STEM comes with implementations of many standard epidemiological compartment models. These include both Stochastic and Deterministic SI, SIR, and SEIR models as well as models with seasonal forcing and nonlinear interaction terms.


SI and SIS models

The simple two-state SI or SI(S) model is useful in describing some classes of microparasitic infections to which individuals never acquire a long lasting immunity. Certain RNA viruses such as rhinoviruses and coronaviruses (the common cold) mutate so rapidly that individuals recently recovered from a cold will still be susceptible to other strains of the same virus circulating in a population. In a simple model for this process, individuals never enter a recovered state, but rather alternate between being susceptible and being infectious.

SIR and SIRS models

More generally, after exposure to microparasitic infection, individuals who recover from a disease will enter a third state where they are immune to subsequent infection. This Recovered State, R, appears in the SIR(S) compartment models. For infections that confer lifelong immunity in the recovered state, an SIR model is appropriate. Typical examples for which an SIR model is used include Paramyxovirus (measles) and Viral Parotitis (mumps). In cases involving the Orthomyxoviridae viruses (which cause seasonal flu), immunity is not lifelong and may decrease over time. Immunity loss can reflect a decrease in an individual’s immune response, or a genetic drift in the circulating strain of virus that diminishes the effectiveness of the acquired immunity. In either case, an SIRS model represents the rate at which people in a Recovered state return to a susceptible state.

SEIR and SEIRS models

Some infectious diseases are also characterized by an incubation period between exposure to the pathogen and the development of clinical symptoms. If the exposed individual is not infectious during this incubation period (e.g., not shedding virus), it is important to model the incubation time explicitly. Note that there is a difference between an incubation time and a period of latency. A virus may or may not be dormant when an individual is in an exposed state. It is important to model the exposed (E) state explicitly when there is a delay between the time at which an individual is infected and the time at which that individual becomes infectious. In this case an SEIR(S) model is appropriate. Smallpox, for example, has an incubation period of 7-14 days

The disease models in STEM are implementations of these compartment models expressed as differential equations. These differential equations have a variety of parameters that are similar to the constants in a chemical rate equation. Users can easily change the basic parameters of any model in STEM with a text editor (called the property editor). This tunes the model based on the particular disease of interest. New models with even more advanced mathematics can easily be added to STEM - but that does take some knowledge of the Java programming language and of Eclipse. Please see the Tutorials and User Guides for detailed information on how to do this.

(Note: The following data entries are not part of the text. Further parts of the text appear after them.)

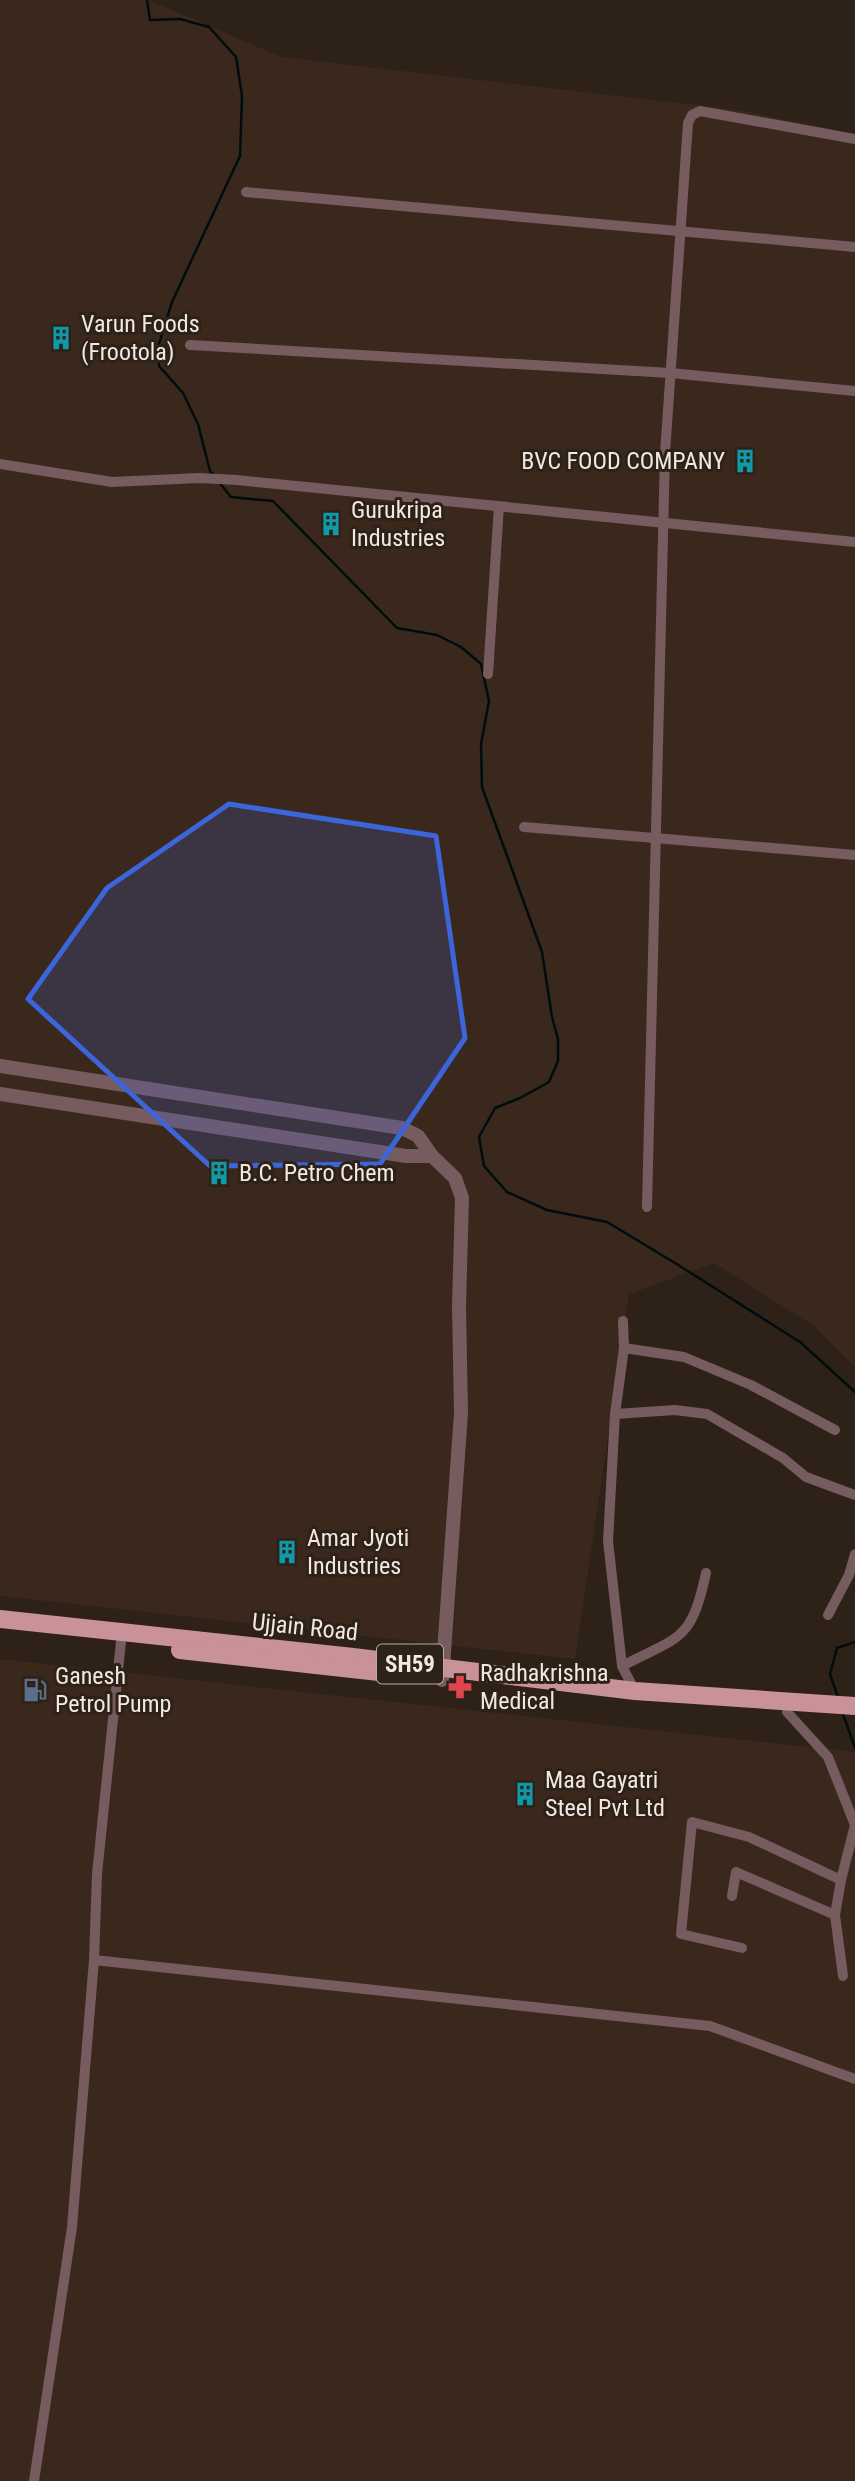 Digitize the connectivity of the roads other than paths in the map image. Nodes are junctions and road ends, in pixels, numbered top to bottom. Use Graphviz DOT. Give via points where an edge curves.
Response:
graph roads {
  1 [pos="855,139"];
  2 [pos="246,192"];
  3 [pos="680,230"];
  4 [pos="855,247"];
  5 [pos="190,345"];
  6 [pos="670,373"];
  7 [pos="855,391"];
  8 [pos="0,464"];
  9 [pos="499,506"];
  10 [pos="664,523"];
  11 [pos="855,542"];
  12 [pos="488,674"];
  13 [pos="524,827"];
  14 [pos="657,838"];
  15 [pos="855,855"];
  16 [pos="0,1066"];
  17 [pos="0,1094"];
  18 [pos="432,1156"];
  19 [pos="648,1207"];
  20 [pos="623,1321"];
  21 [pos="624,1348"];
  22 [pos="614,1413"];
  23 [pos="835,1430"];
  24 [pos="855,1495"];
  25 [pos="855,1554"];
  26 [pos="706,1573"];
  27 [pos="828,1615"];
  28 [pos="0,1619"];
  29 [pos="0,1631"];
  30 [pos="122,1638"];
  31 [pos="622,1666"];
  32 [pos="442,1674"];
  33 [pos="635,1691"];
  34 [pos="820,1708"];
  35 [pos="787,1712"];
  36 [pos="855,1715"];
  37 [pos="841,1880"];
  38 [pos="732,1896"];
  39 [pos="835,1915"];
  40 [pos="742,1948"];
  41 [pos="94,1960"];
  42 [pos="843,1976"];
  43 [pos="855,2079"];
  44 [pos="34,2481"];
  1 -- 3 [label="street" via="700,111 692,115"];
  2 -- 3 [label="street"];
  3 -- 4 [label="street"];
  3 -- 6 [label="street"];
  5 -- 6 [label="street"];
  6 -- 7 [label="street"];
  6 -- 10 [label="street"];
  8 -- 9 [label="street" via="112,482 237,480"];
  9 -- 10 [label="street"];
  9 -- 12 [label="street"];
  10 -- 11 [label="street"];
  10 -- 14 [label="street"];
  13 -- 14 [label="street"];
  14 -- 15 [label="street"];
  14 -- 19 [label="street"];
  16 -- 18 [label="street" via="402,1128 418,1136"];
  17 -- 18 [label="street" via="405,1156"];
  18 -- 32 [label="street" via="455,1178 463,1223 461,1413"];
  20 -- 21 [label="street"];
  21 -- 22 [label="street"];
  21 -- 23 [label="street" via="684,1357 751,1385"];
  22 -- 24 [label="street" via="675,1410 708,1414 783,1458 806,1477"];
  22 -- 31 [label="street" via="608,1541"];
  25 -- 27 [label="street"];
  26 -- 31 [label="street" via="697,1611 687,1629 668,1645"];
  28 -- 30 [label="main road, Ujjain Road / SH59"];
  29 -- 30 [label="main road, Ujjain Road / SH59"];
  30 -- 32 [label="main road, Ujjain Road / SH59"];
  30 -- 41 [label="street" via="97,1874"];
  31 -- 33 [label="street"];
  32 -- 33 [label="main road, Ujjain Road / SH59"];
  32 -- 35 [label="main road, Ujjain Road / SH59" via="661,1702"];
  33 -- 34 [label="main road, Ujjain Road / SH59"];
  34 -- 35 [label="main road, Ujjain Road / SH59"];
  34 -- 36 [label="main road, Ujjain Road / SH59"];
  35 -- 37 [label="street" via="828,1757 855,1825"];
  37 -- 39 [label="street"];
  37 -- 40 [label="street" via="749,1837 692,1822 681,1934"];
  38 -- 39 [label="street" via="736,1872"];
  39 -- 42 [label="street"];
  41 -- 43 [label="street" via="710,2026"];
  41 -- 44 [label="street" via="72,2227"];
} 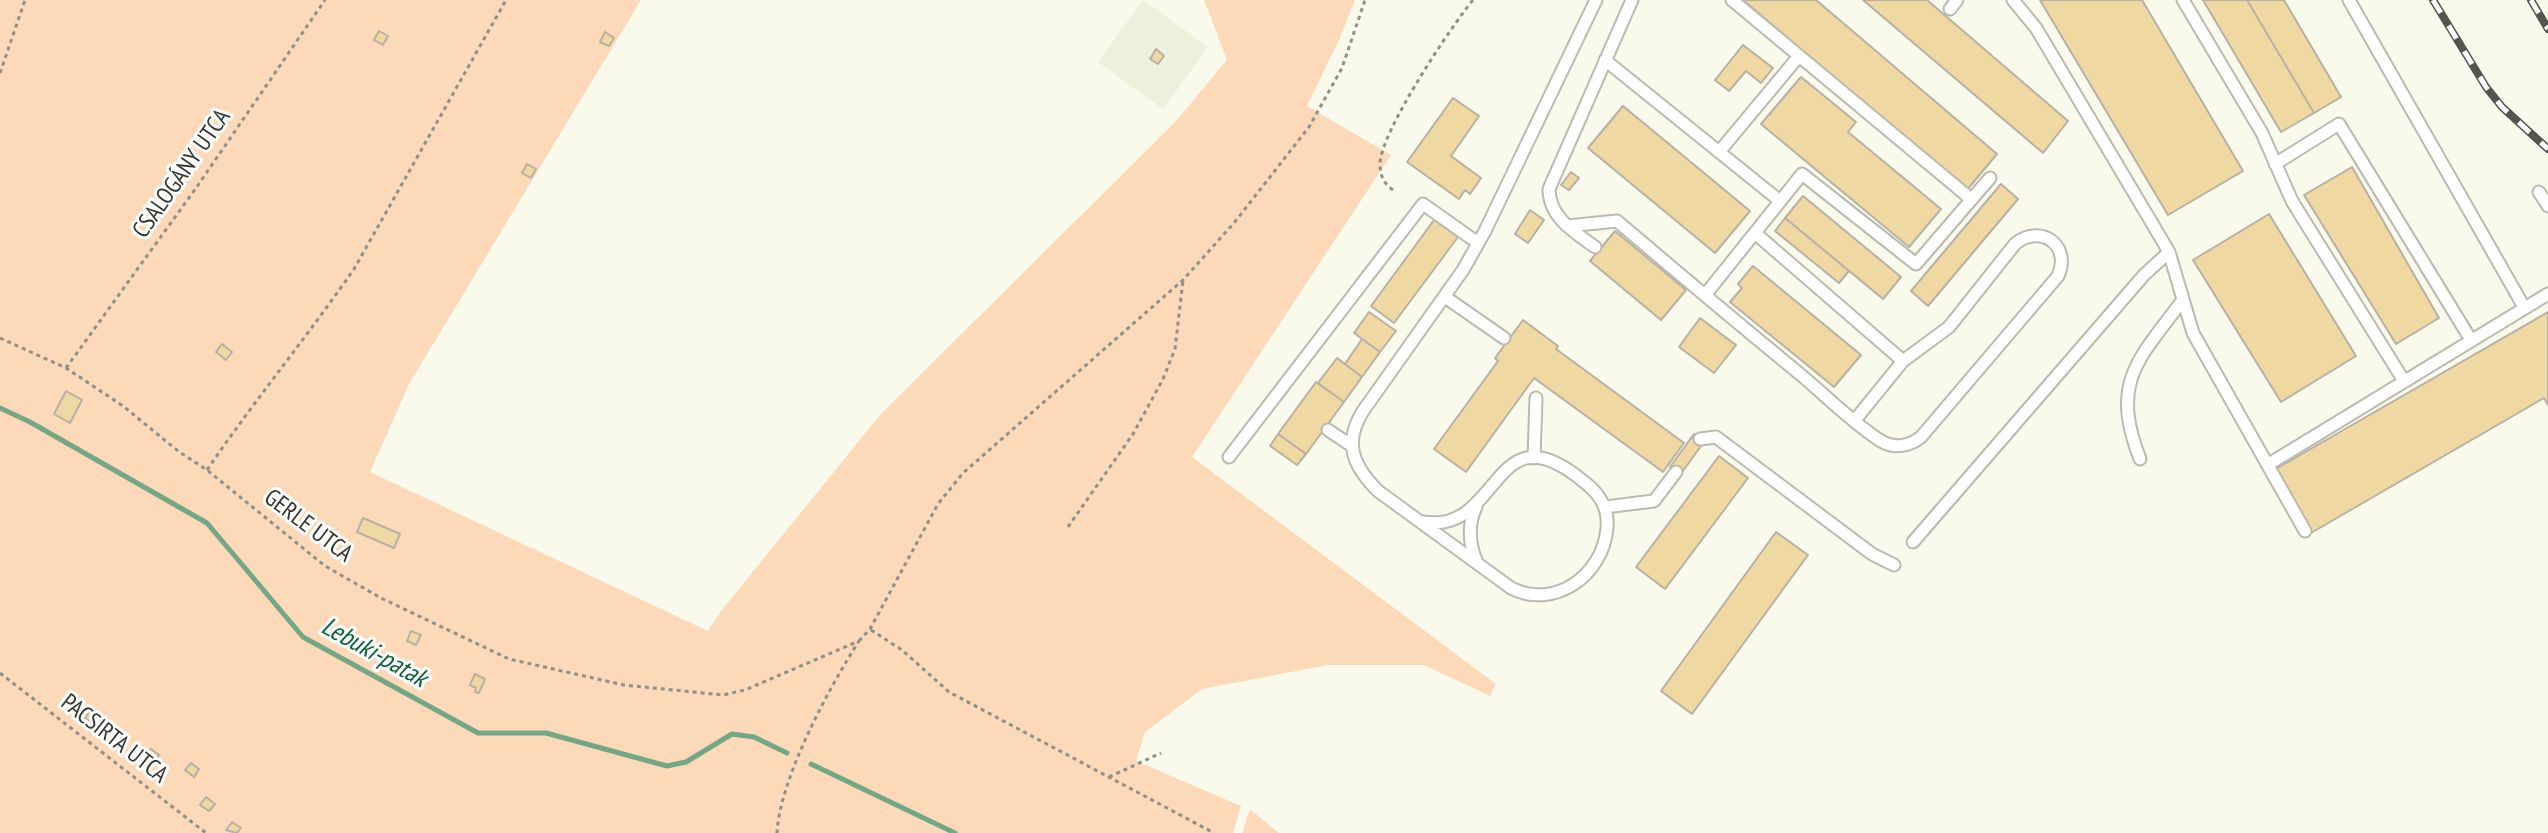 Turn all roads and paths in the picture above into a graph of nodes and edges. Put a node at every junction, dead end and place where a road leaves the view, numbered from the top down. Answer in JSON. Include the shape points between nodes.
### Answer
{"nodes":[{"id":1,"x":25,"y":0,"type":"edge"},
{"id":2,"x":325,"y":0,"type":"edge"},
{"id":3,"x":506,"y":0,"type":"edge"},
{"id":4,"x":1365,"y":0,"type":"edge"},
{"id":5,"x":1473,"y":0,"type":"edge"},
{"id":6,"x":1596,"y":0,"type":"edge"},
{"id":7,"x":1632,"y":0,"type":"edge"},
{"id":8,"x":1732,"y":0,"type":"edge"},
{"id":9,"x":2013,"y":0,"type":"edge"},
{"id":10,"x":2183,"y":0,"type":"edge"},
{"id":11,"x":2349,"y":0,"type":"edge"},
{"id":12,"x":1799,"y":56,"type":"junction"},
{"id":13,"x":1605,"y":60,"type":"junction"},
{"id":14,"x":0,"y":73,"type":"edge"},
{"id":15,"x":1719,"y":152,"type":"junction"},
{"id":16,"x":2275,"y":164,"type":"junction"},
{"id":17,"x":1990,"y":178,"type":"dead end"},
{"id":18,"x":1393,"y":190,"type":"dead end"},
{"id":19,"x":2539,"y":192,"type":"dead end"},
{"id":20,"x":1971,"y":199,"type":"junction"},
{"id":21,"x":1780,"y":201,"type":"junction"},
{"id":22,"x":2548,"y":206,"type":"edge"},
{"id":23,"x":1567,"y":226,"type":"junction"},
{"id":24,"x":1755,"y":233,"type":"junction"},
{"id":25,"x":1478,"y":243,"type":"junction"},
{"id":26,"x":1595,"y":247,"type":"dead end"},
{"id":27,"x":2169,"y":252,"type":"junction"},
{"id":28,"x":1183,"y":280,"type":"junction"},
{"id":29,"x":2548,"y":294,"type":"edge"},
{"id":30,"x":1705,"y":295,"type":"junction"},
{"id":31,"x":1445,"y":297,"type":"junction"},
{"id":32,"x":2182,"y":301,"type":"junction"},
{"id":33,"x":2524,"y":307,"type":"junction"},
{"id":34,"x":0,"y":338,"type":"edge"},
{"id":35,"x":1504,"y":338,"type":"dead end"},
{"id":36,"x":2471,"y":340,"type":"junction"},
{"id":37,"x":1903,"y":361,"type":"junction"},
{"id":38,"x":66,"y":368,"type":"junction"},
{"id":39,"x":2404,"y":381,"type":"junction"},
{"id":40,"x":1536,"y":398,"type":"dead end"},
{"id":41,"x":1855,"y":420,"type":"junction"},
{"id":42,"x":1328,"y":430,"type":"dead end"},
{"id":43,"x":1700,"y":439,"type":"dead end"},
{"id":44,"x":1352,"y":446,"type":"junction"},
{"id":45,"x":1229,"y":457,"type":"dead end"},
{"id":46,"x":1534,"y":458,"type":"junction"},
{"id":47,"x":2140,"y":459,"type":"dead end"},
{"id":48,"x":2269,"y":464,"type":"junction"},
{"id":49,"x":207,"y":470,"type":"junction"},
{"id":50,"x":1676,"y":472,"type":"dead end"},
{"id":51,"x":1476,"y":506,"type":"junction"},
{"id":52,"x":1605,"y":507,"type":"junction"},
{"id":53,"x":1419,"y":521,"type":"junction"},
{"id":54,"x":1068,"y":527,"type":"dead end"},
{"id":55,"x":2305,"y":531,"type":"dead end"},
{"id":56,"x":1913,"y":542,"type":"dead end"},
{"id":57,"x":1478,"y":565,"type":"junction"},
{"id":58,"x":1894,"y":565,"type":"dead end"},
{"id":59,"x":870,"y":629,"type":"junction"},
{"id":60,"x":859,"y":641,"type":"junction"},
{"id":61,"x":0,"y":673,"type":"edge"},
{"id":62,"x":1161,"y":753,"type":"dead end"},
{"id":63,"x":1109,"y":777,"type":"junction"},
{"id":64,"x":206,"y":833,"type":"edge"},
{"id":65,"x":777,"y":833,"type":"edge"},
{"id":66,"x":1214,"y":833,"type":"edge"}],
"edges":[{"from":1,"to":14,"type":"path"},
{"from":2,"to":38,"type":"path","name":"CSALOGÁNY UTCA"},
{"from":3,"to":49,"type":"path","via":[[354,269]]},
{"from":4,"to":28,"type":"path","via":[[1342,68],[1309,127]]},
{"from":5,"to":18,"type":"path","via":[[1452,25],[1386,139],[1381,175]]},
{"from":6,"to":25,"type":"lane"},
{"from":7,"to":13,"type":"lane"},
{"from":8,"to":12,"type":"lane"},
{"from":9,"to":27,"type":"lane","via":[[2036,28]]},
{"from":10,"to":16,"type":"lane"},
{"from":11,"to":33,"type":"lane"},
{"from":12,"to":15,"type":"lane"},
{"from":12,"to":20,"type":"lane"},
{"from":13,"to":15,"type":"lane"},
{"from":13,"to":23,"type":"lane","via":[[1550,182],[1552,206]]},
{"from":15,"to":21,"type":"lane"},
{"from":16,"to":36,"type":"lane","via":[[2339,124]]},
{"from":16,"to":39,"type":"lane","via":[[2292,201]]},
{"from":17,"to":20,"type":"lane"},
{"from":19,"to":22,"type":"lane"},
{"from":20,"to":21,"type":"lane","via":[[1916,264],[1802,174]]},
{"from":21,"to":24,"type":"lane"},
{"from":23,"to":26,"type":"lane"},
{"from":23,"to":30,"type":"lane","via":[[1617,221]]},
{"from":24,"to":30,"type":"lane"},
{"from":24,"to":37,"type":"lane"},
{"from":25,"to":31,"type":"lane"},
{"from":25,"to":45,"type":"lane","via":[[1423,204]]},
{"from":27,"to":32,"type":"lane"},
{"from":27,"to":56,"type":"lane"},
{"from":28,"to":54,"type":"path","via":[[1175,349],[1163,379],[1133,434]]},
{"from":28,"to":59,"type":"path","via":[[963,473],[938,504]]},
{"from":29,"to":33,"type":"lane"},
{"from":30,"to":41,"type":"lane"},
{"from":31,"to":35,"type":"lane"},
{"from":31,"to":44,"type":"lane","via":[[1363,411]]},
{"from":32,"to":47,"type":"lane","via":[[2142,354],[2131,382],[2127,417]]},
{"from":32,"to":48,"type":"lane","via":[[2193,333]]},
{"from":33,"to":36,"type":"lane"},
{"from":34,"to":38,"type":"path","name":"GERLE UTCA"},
{"from":36,"to":39,"type":"lane"},
{"from":37,"to":41,"type":"lane"},
{"from":37,"to":41,"type":"lane","via":[[1949,327],[2020,240],[2043,237],[2057,245],[2062,257],[2058,276],[1921,437],[1910,444],[1890,445]]},
{"from":38,"to":49,"type":"path","name":"GERLE UTCA"},
{"from":39,"to":48,"type":"lane"},
{"from":40,"to":46,"type":"lane"},
{"from":42,"to":44,"type":"lane"},
{"from":43,"to":58,"type":"lane","via":[[1716,437]]},
{"from":44,"to":53,"type":"lane","via":[[1366,480]]},
{"from":46,"to":51,"type":"lane","via":[[1504,469]]},
{"from":46,"to":52,"type":"lane","via":[[1557,463],[1583,480]]},
{"from":48,"to":55,"type":"lane"},
{"from":49,"to":60,"type":"path","name":"GERLE UTCA","via":[[325,566],[509,659],[624,685],[723,695]]},
{"from":50,"to":52,"type":"lane","via":[[1654,501]]},
{"from":51,"to":53,"type":"lane","via":[[1448,522]]},
{"from":51,"to":57,"type":"lane","via":[[1470,536]]},
{"from":52,"to":57,"type":"lane","via":[[1601,551],[1569,588],[1524,595]]},
{"from":53,"to":57,"type":"lane"},
{"from":59,"to":60,"type":"path"},
{"from":59,"to":63,"type":"path","via":[[949,692]]},
{"from":60,"to":65,"type":"path","via":[[837,675],[784,793]]},
{"from":61,"to":64,"type":"path","name":"PACSIRTA UTCA"},
{"from":62,"to":63,"type":"path"},
{"from":63,"to":66,"type":"path"}]} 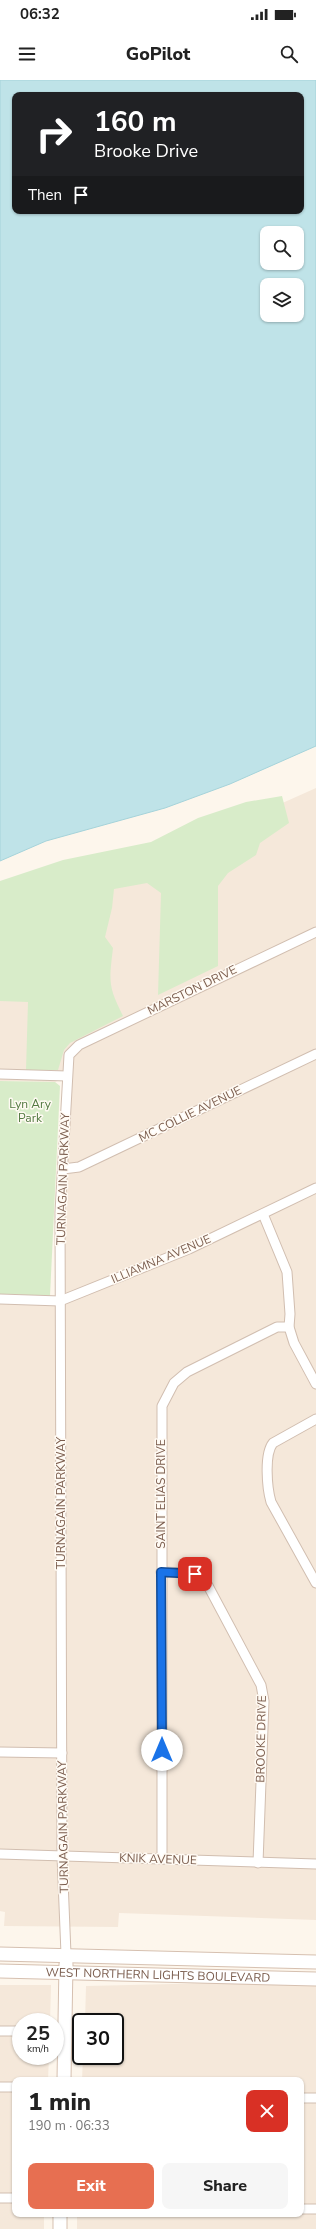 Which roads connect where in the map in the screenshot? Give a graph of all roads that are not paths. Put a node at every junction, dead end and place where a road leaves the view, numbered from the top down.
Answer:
1 (316, 932) edge
2 (71, 1052) joint
3 (316, 1054) edge
4 (0, 1074) edge
5 (67, 1076) junction
6 (63, 1169) junction
7 (316, 1188) edge
8 (263, 1214) junction
9 (0, 1299) edge
10 (60, 1301) junction
11 (289, 1327) junction
12 (316, 1384) edge
13 (316, 1419) edge
14 (161, 1572) junction
15 (316, 1583) edge
16 (0, 1752) edge
17 (62, 1753) junction
18 (0, 1854) edge
19 (62, 1856) junction
20 (162, 1859) junction
21 (258, 1863) junction
22 (316, 1864) edge
23 (0, 1954) edge
24 (66, 1954) junction
25 (316, 1962) edge
26 (0, 1970) edge
27 (66, 1972) junction
28 (316, 1979) edge
29 (62, 2013) edge
30 (0, 2031) edge
31 (12, 2031) edge
32 (63, 2065) edge
33 (64, 2077) edge
34 (0, 2087) edge
35 (12, 2087) edge
36 (304, 2098) edge
37 (316, 2098) edge
38 (0, 2198) edge
39 (12, 2198) edge
40 (304, 2209) edge
41 (316, 2209) edge
42 (60, 2217) edge
43 (60, 2229) edge

1 - 2 street, MARSTON DRIVE
2 - 5 street, TURNAGAIN PARKWAY
3 - 6 street, MC COLLIE AVENUE
4 - 5 street
5 - 6 street, TURNAGAIN PARKWAY
6 - 10 street, TURNAGAIN PARKWAY
7 - 8 street, ILLIAMNA AVENUE
8 - 10 street, ILLIAMNA AVENUE
8 - 11 street
9 - 10 street, ILLIAMNA AVENUE
10 - 17 street, TURNAGAIN PARKWAY
11 - 12 street
11 - 14 street, SAINT ELIAS DRIVE
13 - 15 street
14 - 20 street, SAINT ELIAS DRIVE
14 - 21 street, BROOKE DRIVE
16 - 17 street
17 - 19 street, TURNAGAIN PARKWAY
18 - 19 street, KNIK AVENUE
19 - 20 street, KNIK AVENUE
19 - 24 street, TURNAGAIN PARKWAY
20 - 21 street, KNIK AVENUE
21 - 22 street, KNIK AVENUE
23 - 24 main road, WEST NORTHERN LIGHTS BOULEVARD
24 - 25 main road, WEST NORTHERN LIGHTS BOULEVARD
24 - 27 main road
26 - 27 main road, WEST NORTHERN LIGHTS BOULEVARD
27 - 28 main road, WEST NORTHERN LIGHTS BOULEVARD
27 - 29 main road
30 - 31 street
32 - 33 main road
34 - 35 street
36 - 37 street
38 - 39 street
40 - 41 street
42 - 43 main road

Once you have put together a model with a geographic region and other data (like transportation, time, and human population) you can easily export your work and share it with other users of STEM. In this way STEM is intended to promote scientific collaboration allowing researchers to build on each others work. See the section on Importing and Exporting Projects for instructions on how to do this and for information on some example scenarios.

Advanced Models

Nonlinear Models

STEM also implements nonlinear versions of the basic compartment models where the bilinear transmission kinetics term (bSI) is replaced with a modle of nonlinear transmission (e.g., bSI p, p > 1 (see Liu et al., 1987).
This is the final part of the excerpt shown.